Northumbrian pipe maker Jim Bryan. DA3117P5A MELANCHOLIC siren starts up and transports the listener into another world - it is a beautiful, haunting sound.

"I shan't forget when I first heard the pipes," says the creator of the resonance, Jimmy Bryan. "I was in Scotland, in a woodland and I had dozed off when something woke me.

"It was the seductive sound of these pipes, which I followed down to a lakeside where a man was sitting, playing them.

"I fell in love with them and have never looked back."

We aren't in a Scottish woodland now, but behind the BP garage on the Bishopdown Farm estate, Salisbury, and despite the less romantic setting, it's easy to see how Jimmy (73) fell under the spell of the Northumbrian smallpipe.

In fact, he is partly responsible for bringing it back from the edge of extinction.

He and a fellow enthusiast put together a book, 'The Northern Bagpipes', an easy to follow instruction manual on how to make the historic instrument. Historic it certainly is.

Jimmy says that they used to carve pigs playing the pipes on the underside of choir stalls and there is a bagpiper on a roof boss in Winchester Cathedral if you care to crane your neck back and look.
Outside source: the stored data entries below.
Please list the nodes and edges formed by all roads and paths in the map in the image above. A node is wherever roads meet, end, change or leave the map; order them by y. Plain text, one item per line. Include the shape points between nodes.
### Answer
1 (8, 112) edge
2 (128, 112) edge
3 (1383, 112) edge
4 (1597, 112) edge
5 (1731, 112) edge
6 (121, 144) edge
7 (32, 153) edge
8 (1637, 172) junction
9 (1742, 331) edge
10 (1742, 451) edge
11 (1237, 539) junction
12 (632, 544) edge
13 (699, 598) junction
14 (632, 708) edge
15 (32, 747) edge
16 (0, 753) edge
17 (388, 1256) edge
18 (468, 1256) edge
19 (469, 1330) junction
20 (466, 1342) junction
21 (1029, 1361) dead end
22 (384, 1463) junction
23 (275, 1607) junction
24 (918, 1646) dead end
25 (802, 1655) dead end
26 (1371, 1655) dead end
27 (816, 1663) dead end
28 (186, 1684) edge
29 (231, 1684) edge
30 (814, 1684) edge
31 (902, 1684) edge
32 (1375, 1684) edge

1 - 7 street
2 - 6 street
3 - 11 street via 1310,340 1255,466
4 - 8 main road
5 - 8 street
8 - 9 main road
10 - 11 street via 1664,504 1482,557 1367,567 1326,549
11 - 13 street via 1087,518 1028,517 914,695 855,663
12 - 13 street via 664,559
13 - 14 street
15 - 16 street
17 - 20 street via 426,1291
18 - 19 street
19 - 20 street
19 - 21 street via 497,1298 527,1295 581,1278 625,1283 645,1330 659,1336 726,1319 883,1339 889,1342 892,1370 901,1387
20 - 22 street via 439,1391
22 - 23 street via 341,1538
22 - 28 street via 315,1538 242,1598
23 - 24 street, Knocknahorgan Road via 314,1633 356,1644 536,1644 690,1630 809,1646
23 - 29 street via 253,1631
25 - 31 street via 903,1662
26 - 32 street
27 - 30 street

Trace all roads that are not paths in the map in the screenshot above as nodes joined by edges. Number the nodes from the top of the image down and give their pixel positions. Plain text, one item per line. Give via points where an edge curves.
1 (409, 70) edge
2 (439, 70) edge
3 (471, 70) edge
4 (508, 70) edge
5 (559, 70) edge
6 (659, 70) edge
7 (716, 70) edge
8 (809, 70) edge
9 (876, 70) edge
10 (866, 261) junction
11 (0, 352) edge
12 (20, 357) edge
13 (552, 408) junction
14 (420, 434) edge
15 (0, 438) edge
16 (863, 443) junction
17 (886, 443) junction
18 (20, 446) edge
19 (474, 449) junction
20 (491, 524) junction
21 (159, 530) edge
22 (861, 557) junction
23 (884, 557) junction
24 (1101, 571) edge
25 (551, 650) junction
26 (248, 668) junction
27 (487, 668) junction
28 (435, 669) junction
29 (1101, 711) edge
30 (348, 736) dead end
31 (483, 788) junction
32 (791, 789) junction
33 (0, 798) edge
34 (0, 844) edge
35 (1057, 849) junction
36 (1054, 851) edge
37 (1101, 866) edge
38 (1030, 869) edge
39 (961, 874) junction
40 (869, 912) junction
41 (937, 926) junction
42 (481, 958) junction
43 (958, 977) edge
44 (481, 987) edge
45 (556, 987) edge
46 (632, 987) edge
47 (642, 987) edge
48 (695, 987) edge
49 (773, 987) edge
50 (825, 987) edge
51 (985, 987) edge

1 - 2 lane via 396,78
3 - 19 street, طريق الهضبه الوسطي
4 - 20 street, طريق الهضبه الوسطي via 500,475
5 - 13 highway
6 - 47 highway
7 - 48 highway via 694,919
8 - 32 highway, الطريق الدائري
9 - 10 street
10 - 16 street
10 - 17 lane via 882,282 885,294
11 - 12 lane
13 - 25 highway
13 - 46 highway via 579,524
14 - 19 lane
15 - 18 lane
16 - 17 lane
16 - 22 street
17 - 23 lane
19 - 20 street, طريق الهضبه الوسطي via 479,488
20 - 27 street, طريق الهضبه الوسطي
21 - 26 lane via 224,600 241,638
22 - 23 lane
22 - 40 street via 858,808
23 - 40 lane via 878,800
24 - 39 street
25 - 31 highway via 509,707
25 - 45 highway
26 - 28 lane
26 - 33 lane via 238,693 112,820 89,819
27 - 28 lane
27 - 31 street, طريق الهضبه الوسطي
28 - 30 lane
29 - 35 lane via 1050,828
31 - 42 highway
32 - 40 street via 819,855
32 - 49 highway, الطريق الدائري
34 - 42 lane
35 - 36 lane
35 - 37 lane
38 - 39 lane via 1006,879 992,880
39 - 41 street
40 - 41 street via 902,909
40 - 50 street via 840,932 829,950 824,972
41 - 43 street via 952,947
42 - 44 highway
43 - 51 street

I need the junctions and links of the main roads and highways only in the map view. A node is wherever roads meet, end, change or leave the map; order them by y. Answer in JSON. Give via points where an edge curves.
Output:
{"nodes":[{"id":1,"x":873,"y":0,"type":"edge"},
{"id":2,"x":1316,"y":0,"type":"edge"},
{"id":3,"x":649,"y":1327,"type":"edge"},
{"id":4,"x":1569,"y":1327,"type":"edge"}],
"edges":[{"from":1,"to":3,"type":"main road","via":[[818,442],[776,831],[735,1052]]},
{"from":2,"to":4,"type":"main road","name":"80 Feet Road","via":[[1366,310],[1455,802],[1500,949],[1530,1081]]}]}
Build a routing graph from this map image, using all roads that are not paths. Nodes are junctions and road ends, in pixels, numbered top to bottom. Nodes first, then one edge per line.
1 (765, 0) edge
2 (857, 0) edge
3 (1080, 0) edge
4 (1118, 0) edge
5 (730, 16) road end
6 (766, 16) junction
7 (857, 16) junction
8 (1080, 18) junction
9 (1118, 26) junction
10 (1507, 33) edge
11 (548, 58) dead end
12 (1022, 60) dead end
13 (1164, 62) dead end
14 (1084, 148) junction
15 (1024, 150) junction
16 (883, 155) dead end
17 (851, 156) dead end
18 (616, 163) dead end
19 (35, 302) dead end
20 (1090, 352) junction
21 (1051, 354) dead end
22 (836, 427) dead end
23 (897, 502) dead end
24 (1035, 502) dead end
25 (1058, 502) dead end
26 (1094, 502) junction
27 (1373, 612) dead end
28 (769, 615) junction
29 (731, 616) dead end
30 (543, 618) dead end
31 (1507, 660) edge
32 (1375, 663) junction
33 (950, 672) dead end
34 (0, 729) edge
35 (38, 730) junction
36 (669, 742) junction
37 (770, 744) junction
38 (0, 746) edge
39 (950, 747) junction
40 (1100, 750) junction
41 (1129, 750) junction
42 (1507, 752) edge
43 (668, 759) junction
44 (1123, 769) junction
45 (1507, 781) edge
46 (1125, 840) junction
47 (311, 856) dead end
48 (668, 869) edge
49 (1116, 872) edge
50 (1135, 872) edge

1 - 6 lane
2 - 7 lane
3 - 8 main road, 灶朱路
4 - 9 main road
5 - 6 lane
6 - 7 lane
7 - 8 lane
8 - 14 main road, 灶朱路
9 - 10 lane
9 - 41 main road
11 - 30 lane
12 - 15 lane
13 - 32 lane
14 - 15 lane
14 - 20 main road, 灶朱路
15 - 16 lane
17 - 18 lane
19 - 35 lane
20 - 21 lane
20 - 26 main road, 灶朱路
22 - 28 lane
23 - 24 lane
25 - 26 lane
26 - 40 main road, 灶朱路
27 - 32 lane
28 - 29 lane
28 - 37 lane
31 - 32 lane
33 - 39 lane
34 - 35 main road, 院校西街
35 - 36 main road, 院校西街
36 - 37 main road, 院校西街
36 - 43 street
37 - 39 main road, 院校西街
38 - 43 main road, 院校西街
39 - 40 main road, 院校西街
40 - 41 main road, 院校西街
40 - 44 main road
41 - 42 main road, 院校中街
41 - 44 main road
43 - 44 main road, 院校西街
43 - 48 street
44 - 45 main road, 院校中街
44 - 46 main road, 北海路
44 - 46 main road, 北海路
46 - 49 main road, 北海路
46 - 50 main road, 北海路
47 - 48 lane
Henry VIII had a set of the pipes, which is recorded on the inventory at Hampton Court.

"The 1800s were a great time for bagpipes," says Jimmy. "Things really got going and they did all sorts of wonderful things with pipes then."

However, then interest waned.

"There were only seven players left when we wrote the book," says Jimmy, "and now there are over 600.

"There has been a huge revival.

"There are pipers from all over now, they keep on coming out of the woodwork."

When he wrote his book in 1972, Jimmy was an engineer in Newcastle, and an antiquarian at the Blackgate museum, Newcastle.

He was also teaching night classes for the local adult education authority, something he continues to do at Salisbury U3A.

"One of my pupils was a police officer at Wilton and they were replacing all the old truncheons," he says. "Instead of handing them over and throwing them away they gave them to me, and they have been used to make the chanter of the pipe.

"Truncheons are made from hardwood and that is ideal for making this instrument."

Jimmy likes to use as much recycled material as possible and handcrafts the smallpipe keys from old cutlery and even uses snooker balls for the instrument's white ends.

A simple set of smallpipes consists of bellows, a bag with three drones and a plain chanter capable of playing one octave.

A new set is worth around £450.

Jimmy does all his handiwork in the garden shed where he has his workshop - a place, according to his wife Marion, where he can disappear for hours.

"It's every man's dream," says Jimmy. "Each set of pipes takes around 150 hours of labour but I don't make them to sell, they're just for my grandchildren and so on."

Jimmy moved to Salisbury to be near his daughter and grandchildren.

Now he finds himself in demand to play at Burns Nights and the like, and his own birthday celebrations are great occasions to get an ad hoc band of pipers and violinists from across the south to come and play.

Before moving here, he and Marion spent 14 years living on a yacht, at sea, having left their home city of Newcastle. But he didn't neglect his pipes. They were a great companion in his fourteen years on the water, as he shared cultural exchanges with Spanish and Greek pipers when he got to port.

"They open many doors, these pipes," he says.

Doors to Edinburgh University are no exception apparently.

"My claim to fame is that I'm the only Englishman ever to lecture the Scots on bagpipes," says Jimmy, his eyes twinkling.